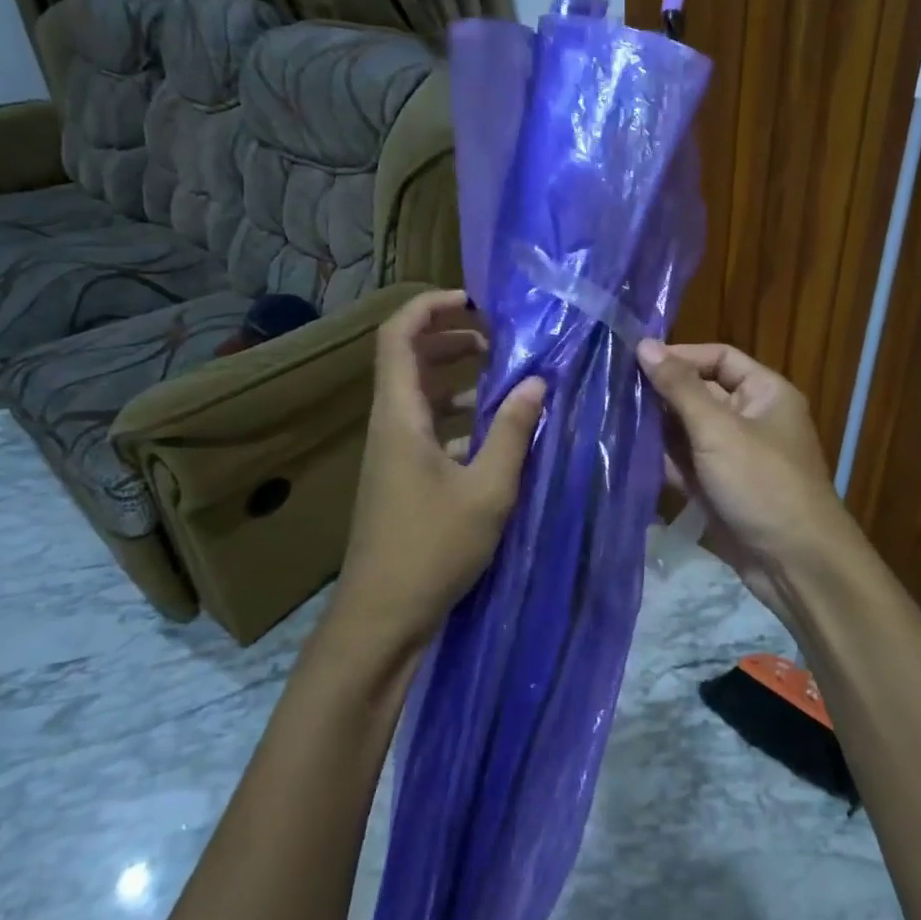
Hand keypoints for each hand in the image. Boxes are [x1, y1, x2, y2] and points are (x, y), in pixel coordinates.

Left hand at [333, 290, 545, 652]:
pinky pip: (429, 428)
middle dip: (452, 339)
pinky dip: (460, 418)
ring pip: (422, 396)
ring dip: (459, 380)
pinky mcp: (402, 478)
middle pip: (409, 359)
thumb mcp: (487, 489)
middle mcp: (389, 425)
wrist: (382, 618)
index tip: (474, 301)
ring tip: (508, 381)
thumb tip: (538, 382)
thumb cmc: (432, 549)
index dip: (430, 307)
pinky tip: (497, 434)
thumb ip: (512, 431)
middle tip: (498, 339)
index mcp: (399, 416)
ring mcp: (393, 453)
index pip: (398, 336)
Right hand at [638, 339, 856, 619]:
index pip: (718, 357)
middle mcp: (750, 418)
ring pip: (687, 430)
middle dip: (660, 393)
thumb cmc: (762, 483)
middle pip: (699, 393)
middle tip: (613, 391)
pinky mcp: (718, 487)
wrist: (795, 564)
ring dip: (655, 427)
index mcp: (764, 393)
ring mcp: (733, 455)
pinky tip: (626, 454)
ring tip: (610, 418)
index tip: (635, 360)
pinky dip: (661, 459)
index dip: (680, 356)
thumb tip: (644, 344)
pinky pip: (685, 463)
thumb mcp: (718, 429)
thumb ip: (679, 387)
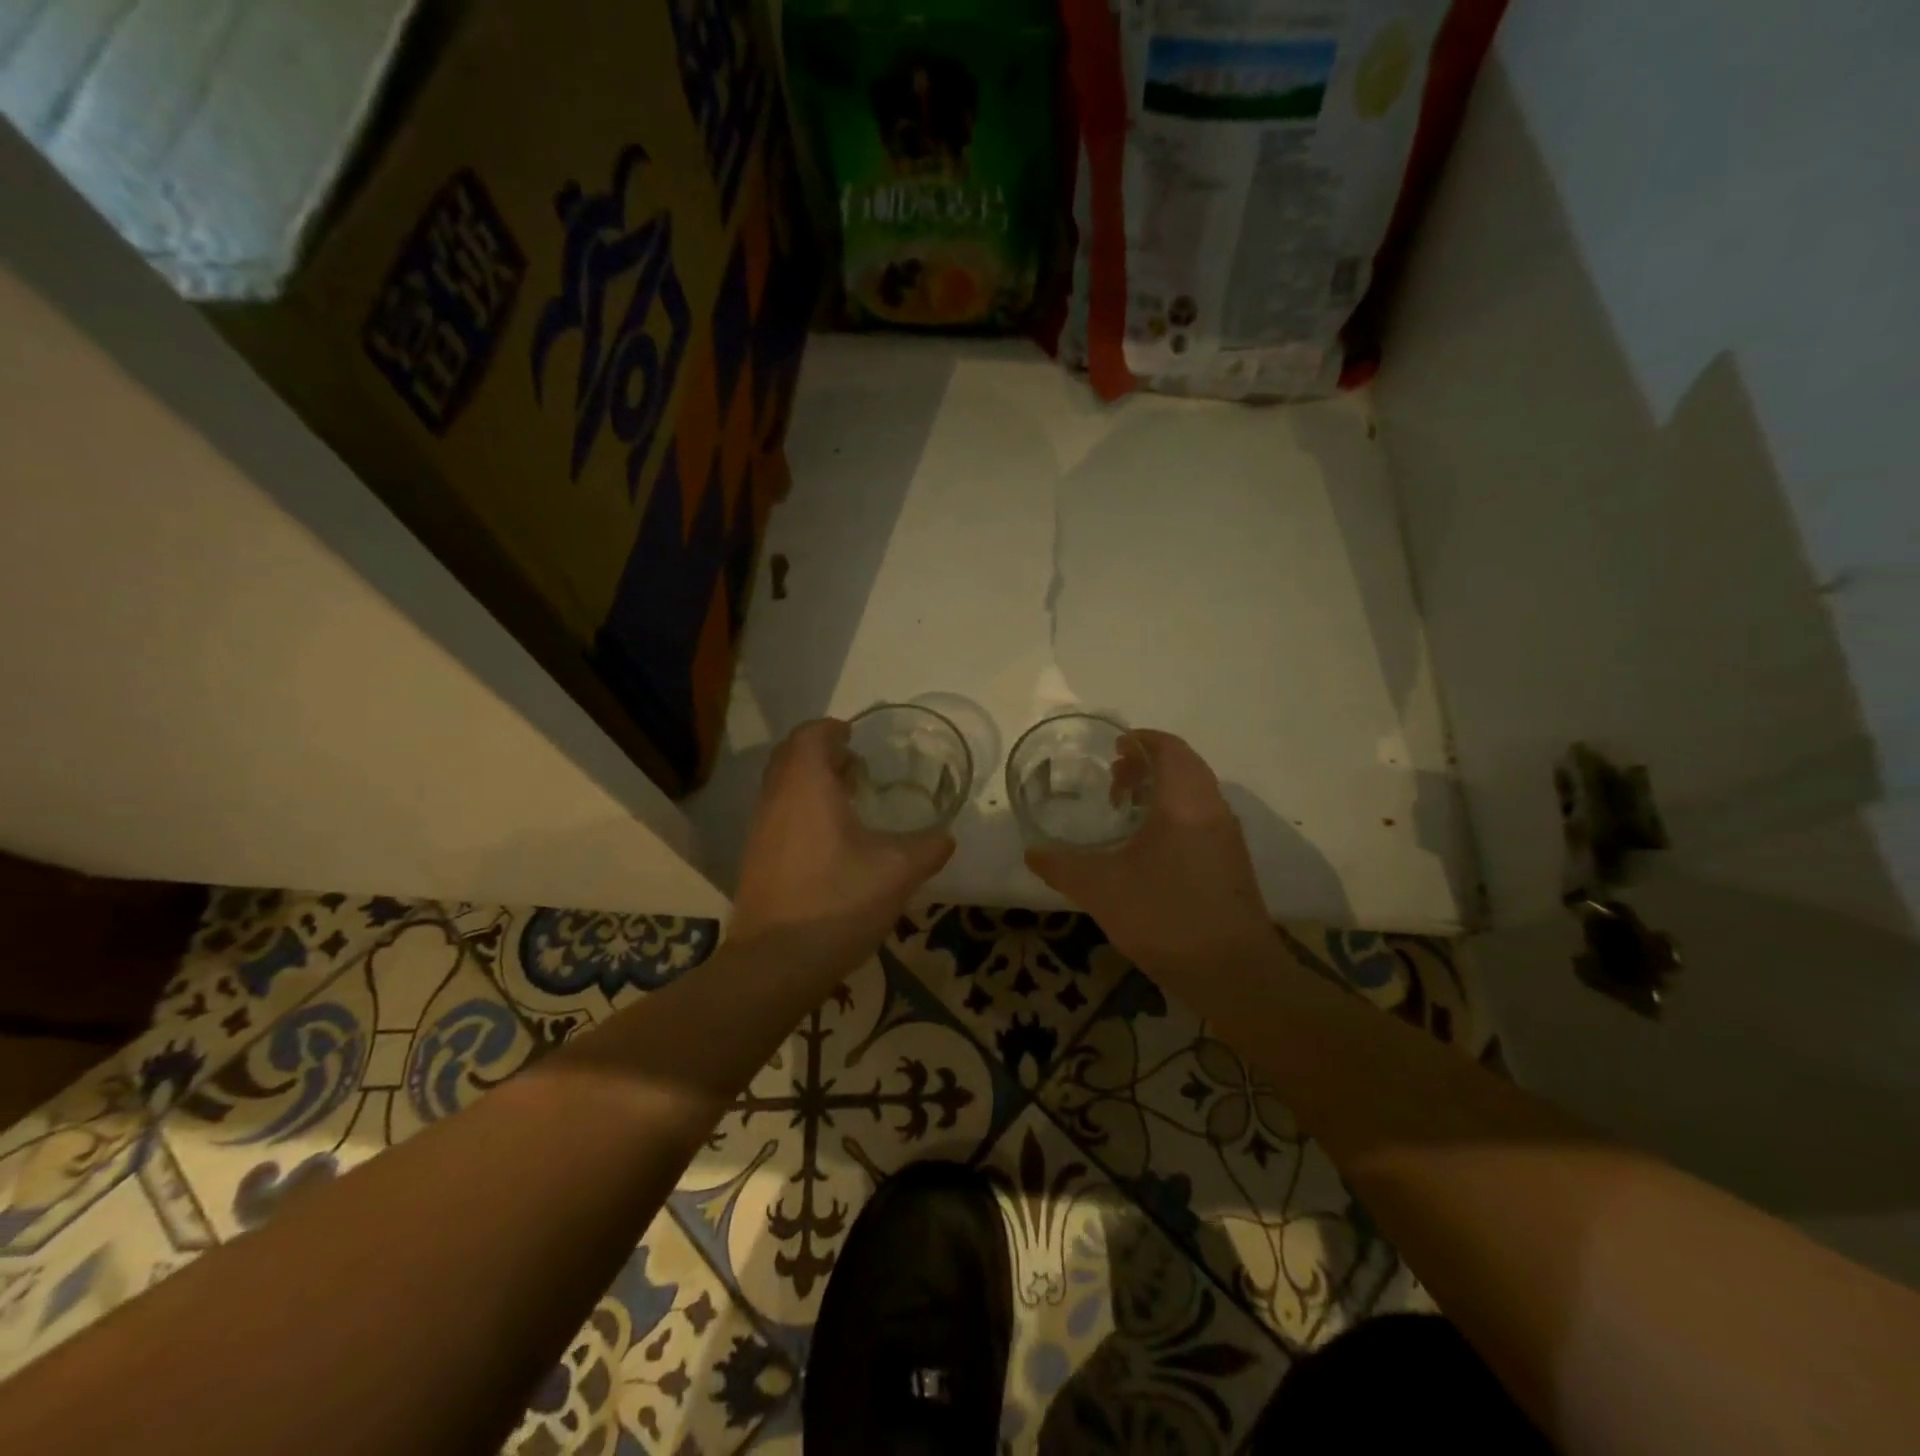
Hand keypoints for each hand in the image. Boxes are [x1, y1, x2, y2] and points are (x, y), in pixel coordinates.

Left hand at [728, 719, 955, 979]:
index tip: (856, 738)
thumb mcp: (898, 871)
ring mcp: (760, 830)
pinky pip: (777, 814)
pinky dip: (801, 809)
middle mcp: (776, 798)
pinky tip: (831, 841)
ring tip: (847, 800)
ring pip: (781, 787)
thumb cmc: (838, 901)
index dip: (833, 729)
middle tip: (856, 766)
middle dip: (821, 752)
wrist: (776, 962)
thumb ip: (928, 848)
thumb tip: (946, 837)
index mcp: (806, 786)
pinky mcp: (755, 859)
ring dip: (810, 782)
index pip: (810, 735)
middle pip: (790, 756)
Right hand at [1026, 731, 1275, 981]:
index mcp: (1185, 802)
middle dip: (1147, 766)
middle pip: (1184, 766)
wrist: (1234, 973)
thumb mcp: (1101, 889)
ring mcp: (1228, 837)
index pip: (1169, 748)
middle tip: (1112, 784)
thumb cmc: (1165, 916)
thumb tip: (1032, 852)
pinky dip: (1175, 815)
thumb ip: (1062, 867)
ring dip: (1162, 791)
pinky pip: (1202, 818)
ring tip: (1126, 814)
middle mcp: (1213, 809)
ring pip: (1195, 793)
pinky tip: (1149, 850)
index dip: (1141, 740)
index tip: (1112, 749)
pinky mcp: (1232, 863)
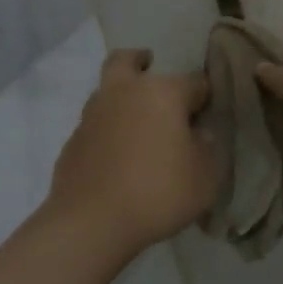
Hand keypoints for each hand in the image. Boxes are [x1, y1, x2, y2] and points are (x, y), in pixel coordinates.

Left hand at [46, 49, 215, 251]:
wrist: (92, 223)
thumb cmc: (160, 192)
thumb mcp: (206, 175)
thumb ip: (206, 148)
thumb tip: (197, 135)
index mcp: (163, 93)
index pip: (195, 82)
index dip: (206, 96)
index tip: (210, 111)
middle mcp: (125, 93)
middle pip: (128, 60)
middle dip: (141, 62)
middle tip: (152, 74)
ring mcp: (92, 115)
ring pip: (107, 90)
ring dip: (122, 97)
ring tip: (139, 124)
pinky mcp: (73, 141)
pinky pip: (96, 124)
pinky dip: (108, 130)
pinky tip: (119, 155)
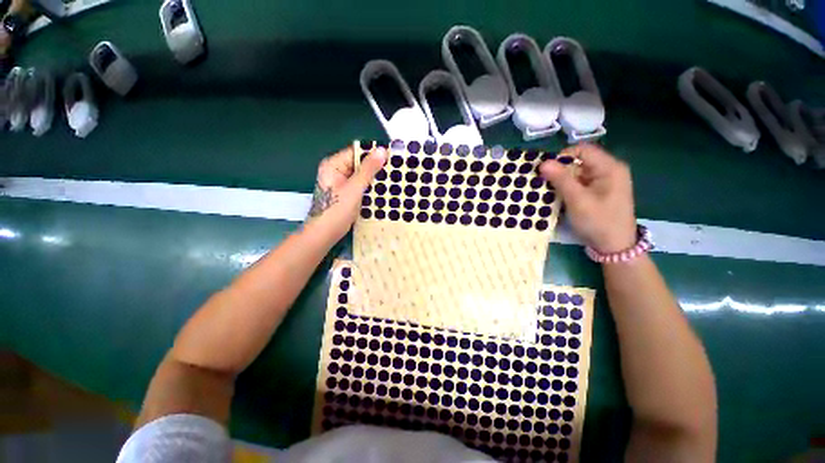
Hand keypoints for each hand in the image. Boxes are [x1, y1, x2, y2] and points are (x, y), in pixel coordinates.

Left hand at [305, 146, 386, 241]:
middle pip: (359, 164)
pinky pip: (361, 186)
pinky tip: (384, 190)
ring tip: (394, 178)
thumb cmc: (337, 210)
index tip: (392, 155)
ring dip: (375, 178)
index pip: (356, 152)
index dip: (373, 153)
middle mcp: (337, 171)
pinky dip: (371, 187)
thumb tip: (382, 150)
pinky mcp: (347, 194)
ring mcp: (342, 183)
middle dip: (376, 166)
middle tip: (396, 168)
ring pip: (362, 176)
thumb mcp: (354, 188)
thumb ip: (368, 170)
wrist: (325, 234)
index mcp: (334, 165)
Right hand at [539, 143, 636, 253]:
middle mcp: (608, 170)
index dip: (562, 157)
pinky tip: (558, 198)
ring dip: (561, 181)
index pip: (582, 150)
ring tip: (548, 192)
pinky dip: (566, 189)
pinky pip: (579, 183)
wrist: (614, 247)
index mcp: (609, 167)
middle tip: (544, 184)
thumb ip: (561, 179)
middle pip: (578, 161)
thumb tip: (543, 162)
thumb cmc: (599, 222)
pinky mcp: (598, 192)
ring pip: (576, 173)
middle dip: (559, 171)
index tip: (546, 171)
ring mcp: (603, 182)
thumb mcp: (578, 200)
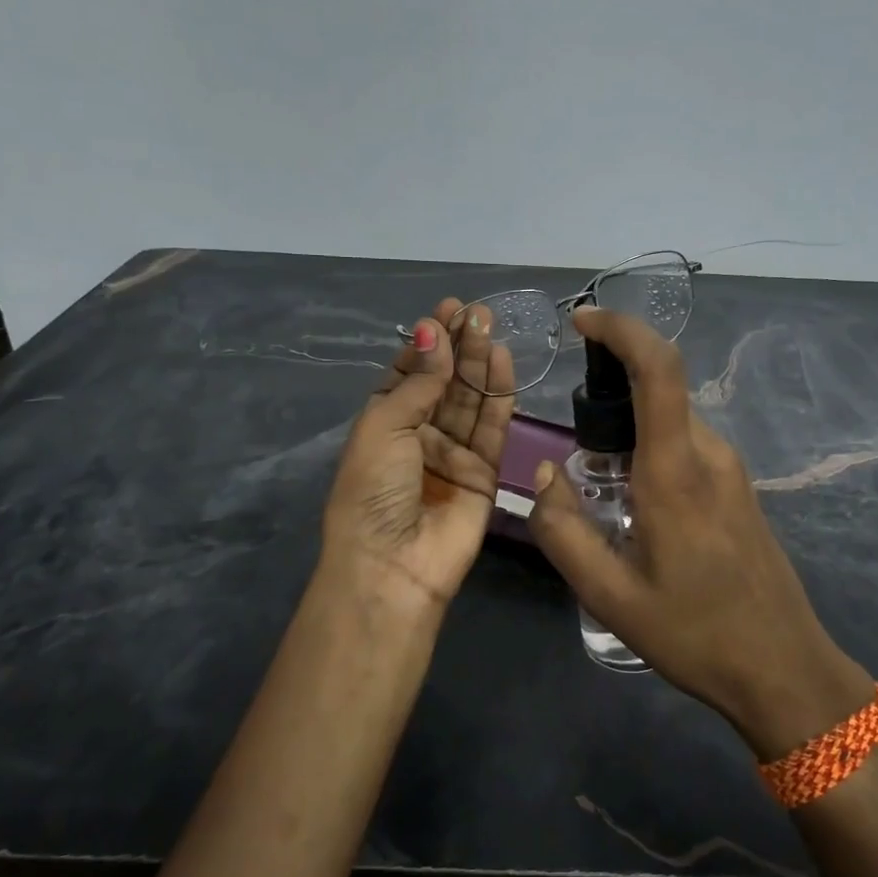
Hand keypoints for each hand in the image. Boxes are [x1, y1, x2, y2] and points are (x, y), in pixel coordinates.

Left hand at [319, 299, 514, 616]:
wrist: (393, 566)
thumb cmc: (373, 491)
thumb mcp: (383, 426)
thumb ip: (418, 381)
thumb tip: (433, 332)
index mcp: (384, 422)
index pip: (410, 372)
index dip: (428, 342)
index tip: (447, 310)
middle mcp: (419, 434)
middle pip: (444, 382)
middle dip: (459, 346)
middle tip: (477, 312)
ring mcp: (453, 453)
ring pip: (470, 400)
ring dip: (480, 364)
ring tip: (491, 327)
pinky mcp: (484, 472)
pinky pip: (493, 428)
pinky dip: (500, 396)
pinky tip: (504, 363)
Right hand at [527, 307, 873, 756]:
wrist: (784, 670)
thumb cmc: (695, 635)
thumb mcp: (609, 596)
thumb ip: (563, 530)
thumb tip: (546, 474)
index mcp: (675, 471)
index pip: (659, 367)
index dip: (621, 329)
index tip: (582, 321)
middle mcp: (709, 455)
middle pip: (661, 387)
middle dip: (611, 385)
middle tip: (573, 436)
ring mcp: (731, 471)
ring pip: (671, 420)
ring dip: (630, 425)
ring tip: (598, 483)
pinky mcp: (738, 489)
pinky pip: (687, 445)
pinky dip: (650, 447)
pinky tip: (632, 503)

* **WORK ITEM**
Each line from the one containing "thumb cmc: (599, 222)" through the last line of the listing must be copied exactly, and the pictures must not be.

* **WRITTEN RESPONSE**
thumb cmc: (599, 222)
pinky mcp: (598, 192)
ring pip: (576, 173)
middle dip: (559, 171)
index tip: (546, 171)
ring mcp: (603, 182)
thumb mcp: (578, 200)
Hand keypoints for each hand in the image. Boxes are [x1, y1, x2, y2] and points are (x, y), in pixel coordinates.

Left hand at [319, 299, 514, 616]:
wrist: (393, 566)
thumb cmc: (373, 491)
thumb mcp: (383, 426)
thumb ip: (418, 381)
thumb tip: (433, 332)
index mcp: (384, 422)
index pip: (410, 372)
index dip: (428, 342)
index tip: (447, 310)
middle mcp: (419, 434)
middle pip: (444, 382)
middle dip: (459, 346)
middle tip: (477, 312)
ring mcp: (453, 453)
ring pip: (470, 400)
ring dip: (480, 364)
ring tip: (491, 327)
pinky mcp: (484, 472)
pinky pip: (493, 428)
pinky dip: (500, 396)
pinky tip: (504, 363)
Right hand at [527, 307, 873, 756]:
wrist: (784, 670)
thumb cmc: (695, 635)
thumb mcp: (609, 596)
thumb ip: (563, 530)
thumb tip: (546, 474)
index mcp: (675, 471)
index pip: (659, 367)
index dip: (621, 329)
index tip: (582, 321)
middle mcp: (709, 455)
middle pip: (661, 387)
middle dip: (611, 385)
middle tip: (573, 436)
ring mcp: (731, 471)
ring pip: (671, 420)
ring dip: (630, 425)
ring tip: (598, 483)
pinky mcp: (738, 489)
pinky pip: (687, 445)
pinky dip: (650, 447)
pinky tip: (632, 503)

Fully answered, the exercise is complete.